Nous rencontrons de nouveau le procédé "apologétique" de Teilhard. D’une part, il présente le dogme sous un aspect répulsif (conséquences graves, satisfaisant les "esprits étroits") tout en montrant l’aspect positif de sa proposition. D’autre part, il minimise la cause de l'erreur, « simple défaut de perspective ». Compte tenu d'un tel déséquilibre entre la cause et la conséquence, les modifications doctrinales qu’il réclame apparaissent nécessaires et sans difficultés. Or, changer les priorités, c’est changer de religion… 

Teilhard tente donc de concilier la foi et l’évolutionnisme en proposant une nouvelle conception du péché et du mal. Selon sa théorie, l’œuvre de la Création porte finalement la cause du mal. Le péché originel, décrit de manière symbolique dans la Sainte Écriture, n'est qu’une loi inhérente à l’Évolution, la « rançon du progrès ». Pour éviter de concevoir un Dieu véritablement responsable du mal, il Le décrit comme un stratège habile qui parviendrait à détourner pour le bien le processus dont Il est l'auteur. L'homme demeure la victime de la Création... 

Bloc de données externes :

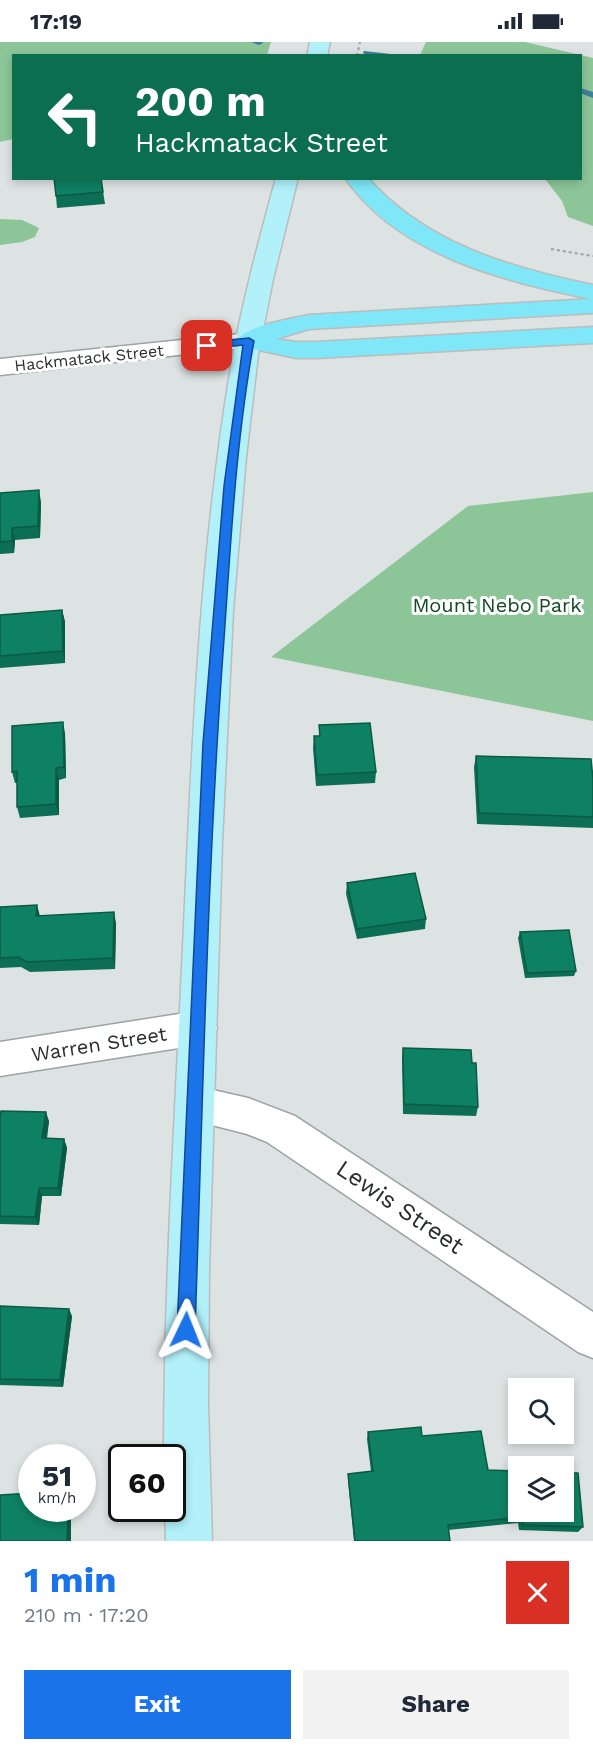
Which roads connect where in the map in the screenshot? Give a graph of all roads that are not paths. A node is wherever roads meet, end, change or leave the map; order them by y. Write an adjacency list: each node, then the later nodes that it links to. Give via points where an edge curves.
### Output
1 (286, 180): 6 (main road)
2 (358, 180): 3 (highway, via 387,210 458,253 528,278)
3 (593, 292)
4 (593, 306): 6 (highway, via 309,322)
5 (593, 335): 6 (highway, via 316,350)
6 (249, 341): 7 (street, Hackmatack Street); 8 (main road, via 234,441 216,648)
7 (0, 367)
8 (198, 1028): 9 (street, Warren Street); 10 (main road)
9 (0, 1059)
10 (195, 1104): 11 (street, Lewis Street, via 248,1116 281,1130); 12 (main road, via 186,1330)
11 (593, 1337)
12 (189, 1541)

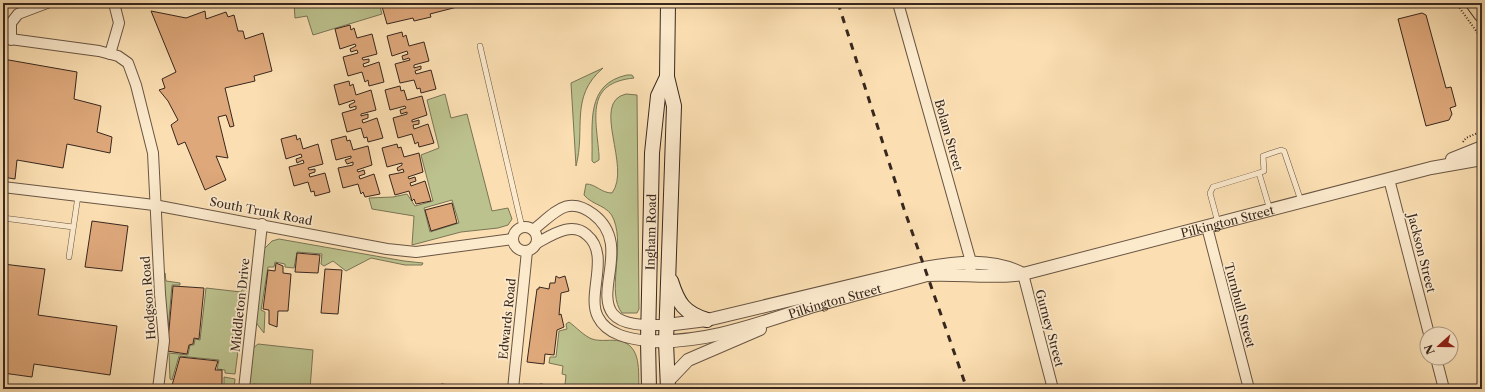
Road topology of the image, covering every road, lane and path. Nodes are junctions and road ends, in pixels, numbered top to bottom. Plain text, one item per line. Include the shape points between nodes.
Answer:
1 (47, 3) edge
2 (114, 3) edge
3 (668, 3) edge
4 (898, 3) edge
5 (1456, 3) edge
6 (1474, 3) edge
7 (1482, 14) edge
8 (7, 39) edge
9 (1482, 40) edge
10 (480, 46) dead end
11 (110, 54) junction
12 (667, 77) junction
13 (1482, 131) edge
14 (1464, 140) dead end
15 (1482, 147) edge
16 (1482, 159) edge
17 (1431, 168) junction
18 (1259, 173) junction
19 (1390, 179) junction
20 (3, 187) edge
21 (78, 196) junction
22 (1301, 202) junction
23 (154, 205) junction
24 (1270, 211) junction
25 (3, 218) edge
26 (262, 224) junction
27 (1219, 224) junction
28 (73, 227) junction
29 (522, 227) junction
30 (1207, 227) junction
31 (533, 230) junction
32 (513, 239) junction
33 (537, 243) junction
34 (527, 251) junction
35 (69, 258) dead end
36 (971, 262) junction
37 (668, 271) junction
38 (1023, 274) junction
39 (970, 275) junction
40 (816, 306) junction
41 (707, 320) junction
42 (649, 325) junction
43 (666, 325) junction
44 (1427, 326) edge
45 (648, 341) junction
46 (666, 342) junction
47 (1438, 366) edge
48 (668, 385) edge
49 (158, 389) edge
50 (244, 389) edge
51 (513, 389) edge
52 (649, 389) edge
53 (1053, 389) edge
54 (1249, 389) edge
55 (1444, 389) edge

1 - 8 street via 18,14 11,23
2 - 11 street via 119,23
3 - 12 main road, Ingham Road
4 - 36 street, Bolam Street
5 - 9 path
6 - 7 main road
8 - 11 street, Hodgson Road
10 - 29 lane
11 - 23 street, Hodgson Road via 128,63 136,85 153,153
12 - 37 main road, Ingham Road via 674,106
12 - 42 main road, Ingham Road via 658,96 652,153
13 - 14 path
15 - 17 street, Pilkington Street
16 - 17 street, Pilkington Street
17 - 19 street, Pilkington Street
18 - 22 lane via 1264,171 1263,156 1284,151
18 - 24 lane
18 - 27 lane via 1213,187 1210,193
19 - 22 street, Pilkington Street
19 - 44 street, Jackson Street
20 - 21 street, South Trunk Road
21 - 23 street, South Trunk Road
21 - 28 lane
22 - 24 street, Pilkington Street
23 - 26 street, South Trunk Road
23 - 49 street, Hodgson Road via 164,341
24 - 27 street, Pilkington Street
25 - 28 lane
26 - 32 street, South Trunk Road via 387,249 416,252
26 - 50 street, Middleton Drive
27 - 30 street, Pilkington Street
28 - 35 lane
29 - 31 street
29 - 32 street via 516,231
30 - 38 street, Pilkington Street
30 - 54 street, Turnbull Street
31 - 33 street
31 - 42 street, Pilkington Street via 559,209 570,205 577,205 598,218 608,232 611,242 611,310 621,320
32 - 34 street via 518,249
33 - 34 street
33 - 45 street via 564,230 572,229 585,233 592,239 598,253 595,308 597,317 621,336
34 - 51 street, Edwards Road
36 - 38 street, Pilkington Street via 1008,266
36 - 39 street, Bolam Street
36 - 41 street, Pilkington Street via 924,268
37 - 41 main road via 679,303
37 - 43 main road, Ingham Road
38 - 39 street, Pilkington Street via 1004,277
38 - 53 street, Gurney Street
39 - 40 street, Pilkington Street via 927,275
40 - 46 street, Pilkington Street via 714,336
40 - 48 street via 688,360
41 - 43 street, Pilkington Street
42 - 43 street, Pilkington Street
42 - 45 main road, Ingham Road
43 - 46 main road, Ingham Road
45 - 46 street, Pilkington Street
45 - 52 main road, Ingham Road
46 - 48 main road, Ingham Road
47 - 55 street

Nous pouvons être effarés et scandalisés par une telle conception. Mais que peut-il faire d’autre que d’inventer une solution boiteuse lorsqu’il veut concilier l’inconciliable ?... 



Reférences
[1] Teilhard, Chute, rédemption et géocentrie, 20 juillet 1920, dans Comment je crois.
[2] Teilhard, Chute, rédemption et géocentrie dans Comment je crois
[3] Teilhard, Chute, rédemption et géocentrie dans Comment je crois
[4] Teilhard, Réflexions sur le péché originel, 15 novembre 1947. 
[5] Teilhard, Chute, rédemption et géocentrie dans Comment je crois. 
[6] Émeraude, mars 2013, article « Le Chrétien moyen selon Teilhard ». 
[7] Teilhard, Notes sur quelques représentations historiques possibles du péché originel, dans Comment je crois
[8] Dom Georges Frenaud, moine de Solesmes, Pensée philosophique et religieuse du Père Teilhard de Chardin, collection Octobre. 
[9] Teilhard, Réflexions sur le péché originel.